** Try it **
Your answer should consist of the lines in the data below that contain "Bulevardul".

--- Information shown Enclosed Below ---

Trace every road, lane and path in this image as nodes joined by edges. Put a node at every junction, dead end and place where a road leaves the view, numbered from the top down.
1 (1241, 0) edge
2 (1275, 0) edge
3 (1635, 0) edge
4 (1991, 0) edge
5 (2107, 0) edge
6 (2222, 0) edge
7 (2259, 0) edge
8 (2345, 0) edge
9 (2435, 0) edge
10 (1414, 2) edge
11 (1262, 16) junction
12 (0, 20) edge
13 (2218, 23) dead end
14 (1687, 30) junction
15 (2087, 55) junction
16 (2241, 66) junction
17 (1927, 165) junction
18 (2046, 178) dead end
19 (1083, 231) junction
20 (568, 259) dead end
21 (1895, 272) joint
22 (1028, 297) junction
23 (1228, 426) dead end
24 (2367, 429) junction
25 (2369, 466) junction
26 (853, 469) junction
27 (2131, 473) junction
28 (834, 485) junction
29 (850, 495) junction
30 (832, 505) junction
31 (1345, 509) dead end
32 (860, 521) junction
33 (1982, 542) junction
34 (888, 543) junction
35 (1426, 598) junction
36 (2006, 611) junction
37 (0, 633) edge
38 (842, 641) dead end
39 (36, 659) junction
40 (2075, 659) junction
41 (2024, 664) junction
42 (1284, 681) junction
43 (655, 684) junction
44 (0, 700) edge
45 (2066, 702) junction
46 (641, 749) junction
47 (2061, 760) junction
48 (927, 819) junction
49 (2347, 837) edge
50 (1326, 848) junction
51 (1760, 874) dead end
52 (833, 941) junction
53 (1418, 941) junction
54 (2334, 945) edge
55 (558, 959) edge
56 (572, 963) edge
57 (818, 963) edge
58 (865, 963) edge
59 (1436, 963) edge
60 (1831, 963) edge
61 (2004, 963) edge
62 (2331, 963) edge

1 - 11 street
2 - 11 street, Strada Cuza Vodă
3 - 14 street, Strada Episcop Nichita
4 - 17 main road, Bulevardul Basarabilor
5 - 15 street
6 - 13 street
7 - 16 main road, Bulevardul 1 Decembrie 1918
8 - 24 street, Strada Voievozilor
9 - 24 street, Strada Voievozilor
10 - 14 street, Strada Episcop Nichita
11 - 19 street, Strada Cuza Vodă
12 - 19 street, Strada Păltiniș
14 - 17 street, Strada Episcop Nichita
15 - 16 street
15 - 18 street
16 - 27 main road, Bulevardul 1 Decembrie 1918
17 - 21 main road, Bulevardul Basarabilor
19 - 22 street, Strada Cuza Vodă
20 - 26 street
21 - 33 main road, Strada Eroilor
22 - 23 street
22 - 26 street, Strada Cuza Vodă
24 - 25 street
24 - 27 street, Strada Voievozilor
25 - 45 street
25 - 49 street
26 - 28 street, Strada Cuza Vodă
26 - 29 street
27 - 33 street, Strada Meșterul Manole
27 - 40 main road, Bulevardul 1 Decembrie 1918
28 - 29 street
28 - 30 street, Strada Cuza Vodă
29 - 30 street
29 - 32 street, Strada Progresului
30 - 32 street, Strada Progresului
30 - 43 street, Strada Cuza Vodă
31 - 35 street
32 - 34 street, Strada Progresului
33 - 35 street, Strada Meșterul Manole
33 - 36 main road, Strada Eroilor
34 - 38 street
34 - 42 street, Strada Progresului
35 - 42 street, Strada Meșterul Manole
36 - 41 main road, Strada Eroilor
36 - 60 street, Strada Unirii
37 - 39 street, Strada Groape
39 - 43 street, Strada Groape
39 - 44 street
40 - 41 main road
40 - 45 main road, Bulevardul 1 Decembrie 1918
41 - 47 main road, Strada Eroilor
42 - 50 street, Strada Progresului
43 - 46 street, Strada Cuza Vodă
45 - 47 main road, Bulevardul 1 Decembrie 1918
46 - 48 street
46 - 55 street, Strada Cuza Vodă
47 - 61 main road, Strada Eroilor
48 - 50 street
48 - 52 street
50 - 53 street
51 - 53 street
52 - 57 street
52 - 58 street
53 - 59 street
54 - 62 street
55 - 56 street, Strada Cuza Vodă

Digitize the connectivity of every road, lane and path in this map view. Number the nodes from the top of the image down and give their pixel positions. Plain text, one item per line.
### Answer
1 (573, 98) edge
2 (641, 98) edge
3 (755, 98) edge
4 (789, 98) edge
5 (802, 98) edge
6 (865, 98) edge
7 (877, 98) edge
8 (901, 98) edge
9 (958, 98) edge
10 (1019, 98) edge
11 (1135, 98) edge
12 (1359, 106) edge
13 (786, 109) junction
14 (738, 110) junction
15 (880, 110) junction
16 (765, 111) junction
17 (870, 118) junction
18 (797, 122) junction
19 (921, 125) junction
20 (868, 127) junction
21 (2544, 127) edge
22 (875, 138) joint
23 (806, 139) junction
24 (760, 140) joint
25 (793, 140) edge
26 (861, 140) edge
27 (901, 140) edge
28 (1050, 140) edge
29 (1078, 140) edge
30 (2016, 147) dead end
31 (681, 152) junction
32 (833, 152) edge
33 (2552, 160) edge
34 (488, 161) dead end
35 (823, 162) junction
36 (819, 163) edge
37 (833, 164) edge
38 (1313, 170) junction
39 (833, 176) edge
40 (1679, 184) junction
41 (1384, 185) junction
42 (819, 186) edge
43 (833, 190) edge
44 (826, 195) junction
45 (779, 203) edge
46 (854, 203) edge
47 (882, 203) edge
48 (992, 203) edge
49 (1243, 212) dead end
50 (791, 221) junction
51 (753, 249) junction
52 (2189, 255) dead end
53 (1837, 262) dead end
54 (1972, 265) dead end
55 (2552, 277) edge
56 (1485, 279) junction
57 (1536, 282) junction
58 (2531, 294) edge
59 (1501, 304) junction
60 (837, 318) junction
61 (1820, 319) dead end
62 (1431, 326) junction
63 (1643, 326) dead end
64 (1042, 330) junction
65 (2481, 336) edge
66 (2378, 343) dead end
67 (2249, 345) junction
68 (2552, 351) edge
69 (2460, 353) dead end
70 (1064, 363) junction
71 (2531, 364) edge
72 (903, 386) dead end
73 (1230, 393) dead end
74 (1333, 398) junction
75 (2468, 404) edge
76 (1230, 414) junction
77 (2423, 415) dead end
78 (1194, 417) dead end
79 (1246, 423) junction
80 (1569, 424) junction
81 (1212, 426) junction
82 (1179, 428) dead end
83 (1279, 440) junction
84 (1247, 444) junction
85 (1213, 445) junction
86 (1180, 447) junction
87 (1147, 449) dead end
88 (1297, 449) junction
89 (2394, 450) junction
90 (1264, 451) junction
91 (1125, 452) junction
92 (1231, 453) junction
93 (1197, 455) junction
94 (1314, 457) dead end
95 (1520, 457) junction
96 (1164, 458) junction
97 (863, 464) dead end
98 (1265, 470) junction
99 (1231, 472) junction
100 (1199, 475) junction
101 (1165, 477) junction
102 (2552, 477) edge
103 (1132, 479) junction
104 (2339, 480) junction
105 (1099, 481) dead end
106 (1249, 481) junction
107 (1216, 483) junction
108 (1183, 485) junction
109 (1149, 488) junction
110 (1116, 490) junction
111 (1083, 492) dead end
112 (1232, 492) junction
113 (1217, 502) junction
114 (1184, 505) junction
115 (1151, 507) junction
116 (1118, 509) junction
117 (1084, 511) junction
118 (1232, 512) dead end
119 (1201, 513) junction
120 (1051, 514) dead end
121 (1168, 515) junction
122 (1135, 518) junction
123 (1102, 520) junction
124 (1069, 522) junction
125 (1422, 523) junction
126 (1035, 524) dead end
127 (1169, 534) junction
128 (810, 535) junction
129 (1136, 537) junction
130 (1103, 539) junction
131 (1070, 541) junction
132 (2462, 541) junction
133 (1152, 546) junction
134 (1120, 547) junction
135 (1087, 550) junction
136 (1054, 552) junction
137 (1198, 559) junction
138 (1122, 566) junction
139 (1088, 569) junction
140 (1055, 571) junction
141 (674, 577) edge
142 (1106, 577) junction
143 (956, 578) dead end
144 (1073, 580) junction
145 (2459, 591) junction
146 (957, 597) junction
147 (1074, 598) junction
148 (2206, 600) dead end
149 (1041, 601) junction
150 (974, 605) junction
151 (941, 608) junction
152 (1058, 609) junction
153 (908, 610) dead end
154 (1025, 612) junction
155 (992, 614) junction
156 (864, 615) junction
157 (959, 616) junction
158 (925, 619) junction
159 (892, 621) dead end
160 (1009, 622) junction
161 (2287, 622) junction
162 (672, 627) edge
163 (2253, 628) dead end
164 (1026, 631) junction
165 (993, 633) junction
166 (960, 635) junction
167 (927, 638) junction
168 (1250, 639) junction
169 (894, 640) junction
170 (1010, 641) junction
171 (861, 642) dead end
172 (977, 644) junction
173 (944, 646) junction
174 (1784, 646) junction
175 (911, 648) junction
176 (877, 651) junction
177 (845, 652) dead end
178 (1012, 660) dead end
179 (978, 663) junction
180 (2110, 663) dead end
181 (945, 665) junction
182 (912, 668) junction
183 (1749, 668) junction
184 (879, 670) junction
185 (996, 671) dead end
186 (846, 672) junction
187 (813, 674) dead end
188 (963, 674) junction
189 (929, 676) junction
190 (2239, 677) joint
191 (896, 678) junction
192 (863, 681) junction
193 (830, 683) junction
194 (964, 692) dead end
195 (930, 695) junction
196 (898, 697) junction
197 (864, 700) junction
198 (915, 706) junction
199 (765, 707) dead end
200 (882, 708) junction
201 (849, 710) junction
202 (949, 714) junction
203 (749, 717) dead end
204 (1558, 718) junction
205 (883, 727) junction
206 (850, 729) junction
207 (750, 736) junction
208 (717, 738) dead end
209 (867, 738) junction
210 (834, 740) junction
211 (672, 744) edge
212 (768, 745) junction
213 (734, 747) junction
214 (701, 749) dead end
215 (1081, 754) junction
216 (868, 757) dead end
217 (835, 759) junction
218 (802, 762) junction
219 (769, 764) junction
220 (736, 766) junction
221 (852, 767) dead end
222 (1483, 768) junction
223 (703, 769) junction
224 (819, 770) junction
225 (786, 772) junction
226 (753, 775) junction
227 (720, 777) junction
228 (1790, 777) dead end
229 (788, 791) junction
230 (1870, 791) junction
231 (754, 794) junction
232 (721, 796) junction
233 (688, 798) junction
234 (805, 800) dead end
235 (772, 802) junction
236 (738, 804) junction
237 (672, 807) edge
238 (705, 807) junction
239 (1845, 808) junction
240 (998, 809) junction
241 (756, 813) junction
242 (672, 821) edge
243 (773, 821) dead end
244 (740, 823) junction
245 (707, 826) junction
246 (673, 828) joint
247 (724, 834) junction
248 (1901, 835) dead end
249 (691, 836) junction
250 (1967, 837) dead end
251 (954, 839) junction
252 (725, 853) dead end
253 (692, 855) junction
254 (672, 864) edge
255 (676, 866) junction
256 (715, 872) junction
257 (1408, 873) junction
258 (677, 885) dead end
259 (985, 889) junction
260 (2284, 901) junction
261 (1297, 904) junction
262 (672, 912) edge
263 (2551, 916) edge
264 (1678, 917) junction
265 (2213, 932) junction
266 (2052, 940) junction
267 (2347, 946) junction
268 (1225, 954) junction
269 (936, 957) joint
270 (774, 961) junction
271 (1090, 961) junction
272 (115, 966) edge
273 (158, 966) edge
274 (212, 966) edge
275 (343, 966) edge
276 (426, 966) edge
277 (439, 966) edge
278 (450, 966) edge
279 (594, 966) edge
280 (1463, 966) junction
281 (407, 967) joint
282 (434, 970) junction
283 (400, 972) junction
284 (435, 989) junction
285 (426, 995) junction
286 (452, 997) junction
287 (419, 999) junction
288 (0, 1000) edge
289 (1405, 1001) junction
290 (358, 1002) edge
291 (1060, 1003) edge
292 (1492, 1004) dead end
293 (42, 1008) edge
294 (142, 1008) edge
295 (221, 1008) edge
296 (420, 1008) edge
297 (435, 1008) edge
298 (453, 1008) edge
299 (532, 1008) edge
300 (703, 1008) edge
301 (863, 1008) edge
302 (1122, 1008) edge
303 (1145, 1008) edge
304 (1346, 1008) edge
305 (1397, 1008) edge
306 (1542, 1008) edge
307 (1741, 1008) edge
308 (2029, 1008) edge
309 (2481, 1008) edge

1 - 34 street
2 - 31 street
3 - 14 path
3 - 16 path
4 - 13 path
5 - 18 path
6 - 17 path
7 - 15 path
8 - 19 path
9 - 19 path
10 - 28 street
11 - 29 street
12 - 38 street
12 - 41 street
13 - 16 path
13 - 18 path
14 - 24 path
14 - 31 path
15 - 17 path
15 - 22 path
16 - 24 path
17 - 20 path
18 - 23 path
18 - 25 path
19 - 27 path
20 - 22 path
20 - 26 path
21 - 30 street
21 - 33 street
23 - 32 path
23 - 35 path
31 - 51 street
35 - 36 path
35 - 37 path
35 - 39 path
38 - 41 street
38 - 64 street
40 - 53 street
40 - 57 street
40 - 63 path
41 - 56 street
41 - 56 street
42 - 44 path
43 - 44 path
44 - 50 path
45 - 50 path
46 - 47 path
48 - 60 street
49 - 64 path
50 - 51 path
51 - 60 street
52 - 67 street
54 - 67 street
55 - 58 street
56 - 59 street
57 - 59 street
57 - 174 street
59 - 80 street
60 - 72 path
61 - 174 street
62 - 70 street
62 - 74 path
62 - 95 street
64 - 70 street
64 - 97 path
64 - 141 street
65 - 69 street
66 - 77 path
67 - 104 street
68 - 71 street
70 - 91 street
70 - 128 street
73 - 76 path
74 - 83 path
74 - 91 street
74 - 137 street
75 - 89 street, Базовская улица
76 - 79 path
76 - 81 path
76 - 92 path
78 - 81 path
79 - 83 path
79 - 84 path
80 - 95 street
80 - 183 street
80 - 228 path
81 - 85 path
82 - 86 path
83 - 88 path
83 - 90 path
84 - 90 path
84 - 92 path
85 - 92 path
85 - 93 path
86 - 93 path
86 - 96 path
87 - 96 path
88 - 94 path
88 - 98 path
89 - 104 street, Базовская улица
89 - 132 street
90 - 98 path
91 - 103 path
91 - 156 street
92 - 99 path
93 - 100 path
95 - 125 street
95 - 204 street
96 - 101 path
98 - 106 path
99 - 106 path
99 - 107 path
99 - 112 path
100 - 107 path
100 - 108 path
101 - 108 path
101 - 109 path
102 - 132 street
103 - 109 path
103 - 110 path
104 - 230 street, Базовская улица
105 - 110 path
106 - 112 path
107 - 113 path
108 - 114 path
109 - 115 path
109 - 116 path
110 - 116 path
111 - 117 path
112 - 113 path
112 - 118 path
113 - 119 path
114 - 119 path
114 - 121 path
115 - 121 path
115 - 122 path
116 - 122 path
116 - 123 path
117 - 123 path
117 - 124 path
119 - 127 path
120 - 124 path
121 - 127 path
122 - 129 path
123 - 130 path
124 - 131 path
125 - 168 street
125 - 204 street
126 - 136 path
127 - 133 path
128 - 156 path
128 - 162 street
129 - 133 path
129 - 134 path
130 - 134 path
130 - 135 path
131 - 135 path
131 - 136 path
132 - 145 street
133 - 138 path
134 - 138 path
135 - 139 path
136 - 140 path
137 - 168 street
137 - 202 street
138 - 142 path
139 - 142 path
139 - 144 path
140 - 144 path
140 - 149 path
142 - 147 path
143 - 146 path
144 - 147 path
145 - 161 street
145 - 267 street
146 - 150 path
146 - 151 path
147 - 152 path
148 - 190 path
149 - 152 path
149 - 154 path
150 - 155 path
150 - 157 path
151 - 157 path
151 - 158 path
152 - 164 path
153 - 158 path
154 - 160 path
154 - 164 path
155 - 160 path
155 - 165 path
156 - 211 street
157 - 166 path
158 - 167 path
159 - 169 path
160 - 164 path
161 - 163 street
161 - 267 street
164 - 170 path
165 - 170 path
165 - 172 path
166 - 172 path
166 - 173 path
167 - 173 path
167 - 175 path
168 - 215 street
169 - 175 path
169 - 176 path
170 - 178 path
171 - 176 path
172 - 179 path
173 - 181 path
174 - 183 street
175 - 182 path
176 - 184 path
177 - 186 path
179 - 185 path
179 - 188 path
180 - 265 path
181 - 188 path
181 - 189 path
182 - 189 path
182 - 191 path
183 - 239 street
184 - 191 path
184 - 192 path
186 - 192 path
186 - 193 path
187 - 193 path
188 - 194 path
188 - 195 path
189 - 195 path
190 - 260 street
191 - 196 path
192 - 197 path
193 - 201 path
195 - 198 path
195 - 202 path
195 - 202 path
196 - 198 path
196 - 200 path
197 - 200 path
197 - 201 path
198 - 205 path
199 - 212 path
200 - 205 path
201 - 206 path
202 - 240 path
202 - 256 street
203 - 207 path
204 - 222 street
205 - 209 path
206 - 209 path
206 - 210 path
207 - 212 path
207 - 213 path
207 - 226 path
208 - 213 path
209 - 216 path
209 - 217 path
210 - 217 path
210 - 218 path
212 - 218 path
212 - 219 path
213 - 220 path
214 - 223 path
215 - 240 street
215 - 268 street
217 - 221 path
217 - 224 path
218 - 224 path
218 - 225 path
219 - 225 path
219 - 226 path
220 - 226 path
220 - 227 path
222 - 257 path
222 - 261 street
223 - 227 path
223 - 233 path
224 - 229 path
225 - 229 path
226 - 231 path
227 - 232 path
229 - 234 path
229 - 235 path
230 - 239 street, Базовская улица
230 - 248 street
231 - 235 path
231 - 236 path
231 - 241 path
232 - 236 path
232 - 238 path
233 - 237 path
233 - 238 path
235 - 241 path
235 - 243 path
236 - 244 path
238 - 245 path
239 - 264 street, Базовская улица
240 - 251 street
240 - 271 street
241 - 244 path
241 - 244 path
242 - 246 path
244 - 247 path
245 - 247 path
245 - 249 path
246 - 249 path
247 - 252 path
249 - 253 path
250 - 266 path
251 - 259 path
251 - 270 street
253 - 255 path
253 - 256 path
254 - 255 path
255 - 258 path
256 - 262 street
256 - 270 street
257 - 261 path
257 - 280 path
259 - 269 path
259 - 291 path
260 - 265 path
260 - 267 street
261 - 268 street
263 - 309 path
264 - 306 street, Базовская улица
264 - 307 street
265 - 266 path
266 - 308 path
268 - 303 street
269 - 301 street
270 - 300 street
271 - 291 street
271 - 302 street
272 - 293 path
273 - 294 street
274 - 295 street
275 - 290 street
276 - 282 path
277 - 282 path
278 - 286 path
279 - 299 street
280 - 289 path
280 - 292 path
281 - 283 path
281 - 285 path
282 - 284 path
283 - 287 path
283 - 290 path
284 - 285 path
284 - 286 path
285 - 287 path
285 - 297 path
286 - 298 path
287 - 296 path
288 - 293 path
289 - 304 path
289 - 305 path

--- End of Enclosed Information shown ---

** Answer section **
4 - 17 main road, Bulevardul Basarabilor
7 - 16 main road, Bulevardul 1 Decembrie 1918
16 - 27 main road, Bulevardul 1 Decembrie 1918
17 - 21 main road, Bulevardul Basarabilor
27 - 40 main road, Bulevardul 1 Decembrie 1918
40 - 45 main road, Bulevardul 1 Decembrie 1918
45 - 47 main road, Bulevardul 1 Decembrie 1918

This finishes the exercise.